Alaska Electric Light & Power is threatening to sue the Regulatory Commission of Alaska if it doesn’t get the rate increase it says it needs.
At stake is $13,500 per day (or $4.9 million a year) in revenues either lost by AEL&P or saved by customers, depending on one’s view.
The discussion of a lawsuit came during a an RCA pre-hearing Wednesday via teleconference. The state utility regulator last week denied the company’s request for an interim and refundable 18-percent rate increase. The RCA will have more than a year to decide on the proposed 22-percent permanent increase.
The talk of a lawsuit came in advance of a July 6 evidentiary hearing set at AEL&P’s request.
At the pre-hearing, AEL&P attorney Dean Thompson said that if the company can’t get a needed increase, it plans to seek injunctive relief in Superior Court.
Thompson said AEL&P was not making a threat.
“I do not play games or make threats, particularly with the commission,” he said.
Still, “AEL&P has a fiduciary duty to its shareholders,” he said, as well as responsibility to its employees and customers to seek revenues to keep the company strong.

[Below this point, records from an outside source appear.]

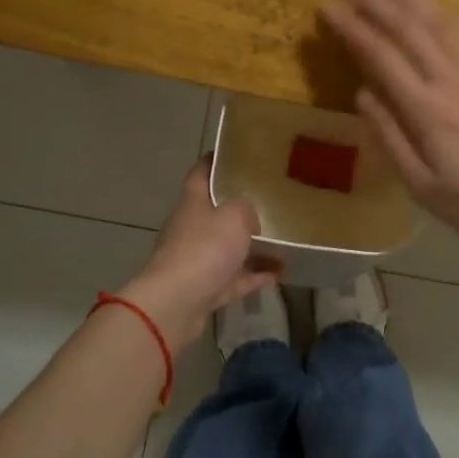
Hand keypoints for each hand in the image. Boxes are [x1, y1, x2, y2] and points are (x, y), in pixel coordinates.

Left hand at [119, 159, 279, 346]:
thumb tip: (249, 215)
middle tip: (270, 199)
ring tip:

Thompson said he told the commissioners that so they would not feel “sandbagged” if AEL&P files suit.
Commissioner T.W. Patch and others at the pre-hearing did not react to Thompson’s statement.
In the RCA’s denial of the interim rate increase, the commissioners said that some rate increase was likely justified but that AEL&P would need to provide additional information to explain the need.
During the brief hearing, Thompson said that not receiving the rate increase was already having a serious impact on the company. He was accompanied by AEL&P President Tim McLeod and Secretary/Treasurer Connie Hulbert.
“This is real money and real irreparable harm,” he said.
AEL&P wanted to include the rate increase in bills going out last Friday. It is not clear when an increase might come, or if one will at all.
The company has been paying for the Lake Dorothy project, which went on-line last summer, as well as the additional operating costs without ever receiving a rate increase, he said.
“That is revenue that is forever gone, due to the rule against retroactive rate making,” he said.
“AEL&P needs a decision promptly, for a number of reasons,” he said, mentioning the loss of revenue but not identifying any others.
Thompson said AEL&P was unclear about what additional information the RCA was seeking. Patch listed several items from the denial order, including information about costs of Lake Dorothy and AEL&P’s bond covenants.
Thompson said he was not sure whether all that information could be ready by the July 6 hearing.
Patch offered to delay the July 6 hearing, which he said had been scheduled quickly to assist AEL&P. Thompson declined that offer, saying a quick decision was critical.
Thompson asked for an order to be issued quickly after the hearing, hoping for one within 48 hours.